Chris Peterson clp at alumni.caltech.edu
Tue Oct 13 11:48:56 EDT 2009


Mike-

Even if you know the fireball trajectory with high precision, this doesn't 
usually get you very close to a landing location. That depends primarily on 
the winds experienced by material during dark flight. That effect can be 
significant: a meteorite strewn field can lie in front of, to the side, or 
behind the point of retardation (or terminal explosion). The deviation can 
be miles. It is critical in analyzing any fireball with the intent of 
locating meteorites to obtain data for the most recent local radiosonde 
launch providing wind speed and direction at high altitudes.

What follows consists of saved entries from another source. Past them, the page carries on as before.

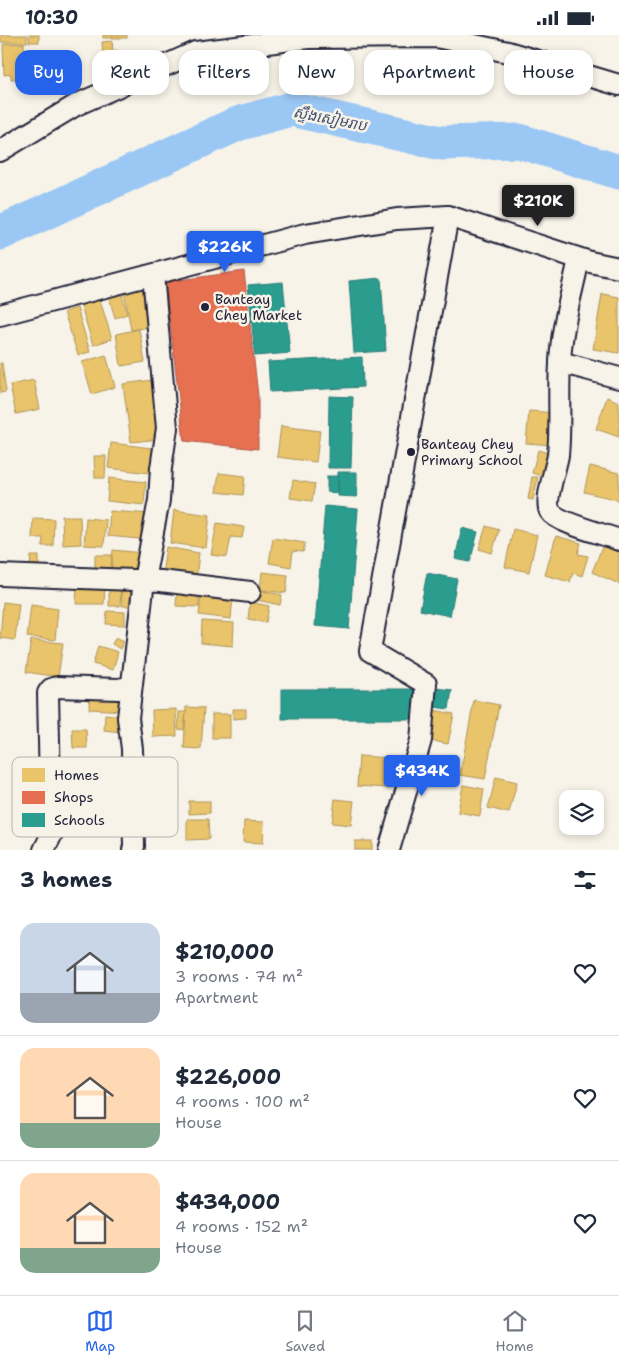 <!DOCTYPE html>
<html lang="en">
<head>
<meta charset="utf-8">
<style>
	body { margin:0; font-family:"Shantell Sans","Noto Sans Khmer",sans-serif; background:#f6f6f7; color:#1f2937; height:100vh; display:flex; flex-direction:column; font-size:19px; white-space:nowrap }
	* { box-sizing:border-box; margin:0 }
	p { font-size:16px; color:#747a83 }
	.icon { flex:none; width:28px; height:28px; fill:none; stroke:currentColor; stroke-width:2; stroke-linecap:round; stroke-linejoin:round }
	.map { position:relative; height:815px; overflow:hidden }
	.panel { display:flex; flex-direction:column; background:#fff; flex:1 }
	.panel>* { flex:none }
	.top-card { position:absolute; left:15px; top:15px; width:590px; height:45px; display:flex; gap:10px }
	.buttons { position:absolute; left:559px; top:755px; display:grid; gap:10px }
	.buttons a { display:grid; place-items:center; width:45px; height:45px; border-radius:10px; background:#fff; box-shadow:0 2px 8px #0003; font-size:25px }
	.price { position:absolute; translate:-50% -42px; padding:0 11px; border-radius:5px; background:#2563eb; color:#fff; font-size:16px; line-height:32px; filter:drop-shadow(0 1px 2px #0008) }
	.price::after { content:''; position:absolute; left:50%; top:30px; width:15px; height:11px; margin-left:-8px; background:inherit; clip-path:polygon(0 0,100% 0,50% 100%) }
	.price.current { background:#222; color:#fff }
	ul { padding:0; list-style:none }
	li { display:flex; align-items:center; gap:15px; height:125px; padding:0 20px }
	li+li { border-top:1px solid #e0e1e3 }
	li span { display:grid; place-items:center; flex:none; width:140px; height:100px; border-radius:15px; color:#555 }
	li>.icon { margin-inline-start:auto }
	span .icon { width:60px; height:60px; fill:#fffc; stroke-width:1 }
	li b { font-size:21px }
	h2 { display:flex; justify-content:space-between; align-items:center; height:60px; padding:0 20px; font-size:21px }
	.pill { padding:0 18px; border-radius:15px; background:#fff; box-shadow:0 2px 8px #0003; font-size:18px; line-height:45px }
	.pill.current { background:#2563eb; color:#fff }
	.status { display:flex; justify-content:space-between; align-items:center; height:35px; padding:0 25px; background:#fff; direction:ltr }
	.status svg { height:14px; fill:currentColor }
	.tab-bar { display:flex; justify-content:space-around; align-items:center; height:70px; border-top:1px solid #e0e1e3; background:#fff; font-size:14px; color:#747a83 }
	.tab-bar a { display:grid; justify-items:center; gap:2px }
	.tab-bar .current { color:#2563eb }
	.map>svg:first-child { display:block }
</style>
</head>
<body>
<div class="status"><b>10:30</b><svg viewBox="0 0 49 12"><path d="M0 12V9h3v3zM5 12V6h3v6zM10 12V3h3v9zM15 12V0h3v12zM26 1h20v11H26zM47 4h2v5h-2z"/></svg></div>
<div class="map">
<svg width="619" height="815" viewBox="0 0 619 815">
	<rect width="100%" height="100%" fill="#f7f3e8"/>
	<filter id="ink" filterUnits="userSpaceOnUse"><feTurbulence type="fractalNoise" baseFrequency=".02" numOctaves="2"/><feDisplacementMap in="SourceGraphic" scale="10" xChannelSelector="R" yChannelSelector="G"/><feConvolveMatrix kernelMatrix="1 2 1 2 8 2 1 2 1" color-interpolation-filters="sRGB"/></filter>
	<g filter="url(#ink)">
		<g fill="#e9c46a" stroke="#ad935c">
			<rect x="1" y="0" width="26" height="7"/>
			<rect x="29" y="0" width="10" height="7"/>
			<rect x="103" y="0" width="24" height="3"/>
			<path d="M112 6 113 16 117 15 118 34 104 35 102 7Z"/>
			<path d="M24 8 26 44H11V39L4 40 3 9Z"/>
			<path d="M150 252 156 291 131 295 124 256Z"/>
			<path d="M121 255 127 279 115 283 108 259Z"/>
			<path d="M602 259 619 262V318L593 314Z"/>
			<path d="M99 262 112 304 93 310 80 268Z"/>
			<path d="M77 273 90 317 78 320 64 277Z"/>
			<path d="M139 294 145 327 121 331 116 299Z"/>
			<path d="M106 320 115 352 92 359 82 327Z"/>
			<path d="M0 328H2L6 357 0 358Z"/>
			<path d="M34 345 40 374 16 379 10 350Z"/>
			<path d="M153 345 160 404 131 407 123 349Z"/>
			<path d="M607 362 619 367V402L596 394Z"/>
			<path d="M529 376 556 378 553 410 526 408Z"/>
			<path d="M281 391 320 396 316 427 277 422Z"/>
			<path d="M111 408 160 414 158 439 108 433Z"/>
			<path d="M538 415 551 419 545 442 532 438Z"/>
			<path d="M94 421H106L105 443H95Z"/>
			<path d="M590 431 619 438V465L584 457Z"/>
			<path d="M219 438 245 441 243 460 216 457Z"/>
			<path d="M532 442H538L533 465 528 464Z"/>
			<path d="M109 443 146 447 144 470 107 466Z"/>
			<path d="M293 445 315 449 312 466 290 463Z"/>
			<path d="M174 475 210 480 206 513 170 508Z"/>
			<path d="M110 476 151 479 149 505 108 501Z"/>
			<path d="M62 481H80L81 509 63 510Z"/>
			<path d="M33 483 54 484 53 511H42L43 503H32Z"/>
			<path d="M86 483 106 485 104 511 84 510Z"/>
			<path d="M217 488 244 492 242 503 231 502 227 522 211 520Z"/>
			<path d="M486 491 499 495 492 518 479 514Z"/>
			<path d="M513 494 537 500 529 537 505 532Z"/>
			<path d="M556 501 581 508 578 519 588 521 582 541 573 538 570 547 545 540Z"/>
			<path d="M273 503 305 508 303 517 293 516 291 532 269 528Z"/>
			<path d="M605 505 619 511V549L592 537Z"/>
			<path d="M166 512 199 518 196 545 162 540Z"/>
			<path d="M113 515 144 518 142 545 111 542Z"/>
			<path d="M95 520H112L111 538 95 537Z"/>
			<path d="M31 521H39V533L30 532Z"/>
			<path d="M262 537 288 540 286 558 260 555Z"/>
			<path d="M109 549H121L120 571H109Z"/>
			<path d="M121 549 139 550V571H122Z"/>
			<path d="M77 550 105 551 104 569H76Z"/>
			<path d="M254 554 282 560 280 570 252 564Z"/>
			<path d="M177 558 199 559V572L176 571Z"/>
			<path d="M201 560 233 561 231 584 199 580Z"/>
			<path d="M3 567 19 569 15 605 0 603Z"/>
			<path d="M250 567 269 571 266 587 248 584Z"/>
			<path d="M31 570 58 574 55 605 27 602Z"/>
			<path d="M107 576 125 577V590L106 589Z"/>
			<path d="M202 586 234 588 233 611 201 608Z"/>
			<path d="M116 602 124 606 120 614 112 609Z"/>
			<path d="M31 605 63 608 58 642 26 637Z"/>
			<path d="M98 611 118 617 113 635 93 629Z"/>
			<path d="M90 663 127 665 126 676 89 674Z"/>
			<path d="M474 665 499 670 485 744 460 740Z"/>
			<path d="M186 672 204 673 201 714 184 713Z"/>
			<path d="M176 674 177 701 153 702 152 675Z"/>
			<path d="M233 674H246V683L233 684Z"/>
			<path d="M434 675 454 679 448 709 428 705Z"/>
			<path d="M179 677H186L184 695 178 694Z"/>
			<path d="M105 679 123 681 121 697 104 695Z"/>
			<rect x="212" y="679" width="18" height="24"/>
			<path d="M72 694H86L87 713H73Z"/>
			<path d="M359 721 391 723 389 753 357 751Z"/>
			<path d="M496 742 517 747 509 778 488 773Z"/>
			<path d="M165 746H179V761L165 760Z"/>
			<path d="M463 750 484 754 480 781 458 777Z"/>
			<path d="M335 764 354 766 351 790 332 788Z"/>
			<path d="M189 766H210V778L189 779Z"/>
			<path d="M187 784H208L209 804 187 805Z"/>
			<path d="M244 786 264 787 263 808 243 807Z"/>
			<rect x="355" y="806" width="17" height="9"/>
		</g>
		<path fill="#e76f51" stroke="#ac584a" d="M244 236 258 361V414L184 406 165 247Z"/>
		<g fill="#2a9d8f" stroke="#287876">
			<path d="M381 243 386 316 354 318 349 246Z"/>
			<path d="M283 247 290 318 255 321 248 250Z"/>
			<path d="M362 322 363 352 270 357 268 327Z"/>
			<path d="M329 361 353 362 351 433H328Z"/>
			<path d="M338 437H357V462L338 461Z"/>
			<path d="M327 441H338V458L327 457Z"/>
			<path d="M325 471 358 474 349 594 315 591Z"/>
			<path d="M462 493 478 497 470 527 455 524Z"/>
			<path d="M427 538 457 544 450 581 420 575Z"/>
			<path d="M435 653 452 655 449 674 433 672Z"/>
			<rect x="282" y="654" width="138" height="30"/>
		</g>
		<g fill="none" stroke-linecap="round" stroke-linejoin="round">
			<path stroke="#9bc7f5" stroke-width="35" d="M0 198 237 89 291 74 441 108 519 106 619 137"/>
			<g stroke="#22223b" stroke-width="24">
				<g id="minor">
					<path d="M0 116 76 70 196 17 308 3 436 2 508 17 619 50"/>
					<path d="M579 224C572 258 561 293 560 329 558 359 561 390 558 420 556 433 544 466 550 476 557 488 604 499 619 505"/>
					<path d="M0 280 305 199 397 184 448 181 590 227 619 233"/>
					<path d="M560 327 619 343"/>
					<path d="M0 540 161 546 250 557"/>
					<path d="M44 815 51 801 48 658 51 654 57 652 118 654 131 652"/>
					<path d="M133 815 134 811 132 714 128 683 144 545 159 465 161 433 167 393 153 240"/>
					<path d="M389 815 421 705 426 649 370 616 448 181"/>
				</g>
			</g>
			<use href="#minor" stroke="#f7f3e8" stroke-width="20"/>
		</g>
	</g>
	<g fill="#22223b" stroke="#f7f3e8" stroke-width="2">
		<circle cx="205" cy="272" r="5"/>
		<circle cx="411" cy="417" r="5"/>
	</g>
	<g text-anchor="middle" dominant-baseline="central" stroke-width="5" stroke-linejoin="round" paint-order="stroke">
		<g font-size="14" fill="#22223b" stroke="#f7f3e8" text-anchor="start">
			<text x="215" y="264">Banteay<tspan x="215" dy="16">Chey Market</tspan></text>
			<text x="421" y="409">Banteay Chey<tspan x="421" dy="16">Primary School</tspan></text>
		</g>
		<g font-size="15" font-style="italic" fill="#465473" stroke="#f7f3e8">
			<text transform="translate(330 84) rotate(11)">ស្ទឹងសៀមរាប</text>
		</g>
	</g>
	<rect x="12" y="722" width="166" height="80" rx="8" fill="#f7f3e8" stroke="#b7b4b4" stroke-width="1"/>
	<rect x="22" y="733" width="23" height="14" fill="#e9c46a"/>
	<rect x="22" y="756" width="23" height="13" fill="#e76f51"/>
	<rect x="22" y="778" width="23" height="14" fill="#2a9d8f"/>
	<g font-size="14" fill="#22223b">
		<text x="54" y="745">Homes</text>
		<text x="54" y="767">Shops</text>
		<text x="54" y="790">Schools</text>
	</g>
</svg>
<div class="buttons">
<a><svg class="icon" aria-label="layers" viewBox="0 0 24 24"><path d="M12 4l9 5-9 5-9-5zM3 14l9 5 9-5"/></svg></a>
</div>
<b class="price current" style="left:538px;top:192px">$210K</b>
<b class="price" style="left:225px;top:238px">$226K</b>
<b class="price" style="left:422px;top:762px">$434K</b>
<div class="top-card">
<a class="pill current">Buy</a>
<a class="pill">Rent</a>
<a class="pill">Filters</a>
<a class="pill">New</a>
<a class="pill">Apartment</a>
<a class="pill">House</a>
</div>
</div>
<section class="panel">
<h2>3 homes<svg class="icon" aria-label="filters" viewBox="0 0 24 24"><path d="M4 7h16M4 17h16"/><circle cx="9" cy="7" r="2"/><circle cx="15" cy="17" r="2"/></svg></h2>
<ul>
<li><span style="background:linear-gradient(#c9d6e8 70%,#9aa5b1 0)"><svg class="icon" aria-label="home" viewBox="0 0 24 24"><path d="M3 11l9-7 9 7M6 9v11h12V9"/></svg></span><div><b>$210,000</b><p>3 rooms · 74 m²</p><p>Apartment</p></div><svg class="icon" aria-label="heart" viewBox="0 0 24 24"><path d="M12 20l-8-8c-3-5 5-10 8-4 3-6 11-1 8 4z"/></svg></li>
<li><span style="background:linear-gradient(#ffd9b3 75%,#7fa58c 0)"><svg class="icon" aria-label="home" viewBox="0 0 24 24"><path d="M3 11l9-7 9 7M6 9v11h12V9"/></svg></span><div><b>$226,000</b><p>4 rooms · 100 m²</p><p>House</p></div><svg class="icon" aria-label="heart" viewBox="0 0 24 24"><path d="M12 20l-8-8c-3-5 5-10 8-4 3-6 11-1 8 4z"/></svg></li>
<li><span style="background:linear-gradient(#ffd9b3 75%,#7fa58c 0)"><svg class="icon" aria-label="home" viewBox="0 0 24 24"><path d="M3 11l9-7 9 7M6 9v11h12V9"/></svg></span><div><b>$434,000</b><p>4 rooms · 152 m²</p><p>House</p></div><svg class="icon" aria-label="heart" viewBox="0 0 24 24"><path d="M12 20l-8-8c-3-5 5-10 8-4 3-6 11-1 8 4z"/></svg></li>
</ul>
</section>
<nav class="tab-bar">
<a class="current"><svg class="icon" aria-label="map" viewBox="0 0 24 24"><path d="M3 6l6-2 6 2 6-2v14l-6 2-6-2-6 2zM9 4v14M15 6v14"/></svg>Map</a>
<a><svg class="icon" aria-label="saved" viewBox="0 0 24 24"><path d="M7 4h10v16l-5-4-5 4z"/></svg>Saved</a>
<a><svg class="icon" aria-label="home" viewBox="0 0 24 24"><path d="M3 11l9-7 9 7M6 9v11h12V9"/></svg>Home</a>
</nav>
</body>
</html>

Otherwise, 
there is no way to accurately estimate the landing area.

Chris

*****************************************
Chris L Peterson
Cloudbait Observatory
http://www.cloudbait.com


----- Original Message ----- 
From: "Mike Hankey" <mike.hankey at gmail.com>
To: "Global Meteor Observing Forum" <meteorobs at meteorobs.org>
Sent: Tuesday, October 13, 2009 9:30 AM
Subject: Re: (meteorobs) Determining physical dimensions of a large 
fireballin the sky?


> Pat,
>
> I would be very interested in seeing your spread sheet for calculating
> the trajectory and landing locations, even the simplified version.
> I've been working a fall in PA and I've recently been calibrating the
> original videos by re-shooting stellar objects from the same cameras
> (its turning out great).  I've gotten much better ALT AZ readings from
> them after doing the calibration. Your xls sounds very interesting to
> me and re-working the ground path is next on my list of things to do.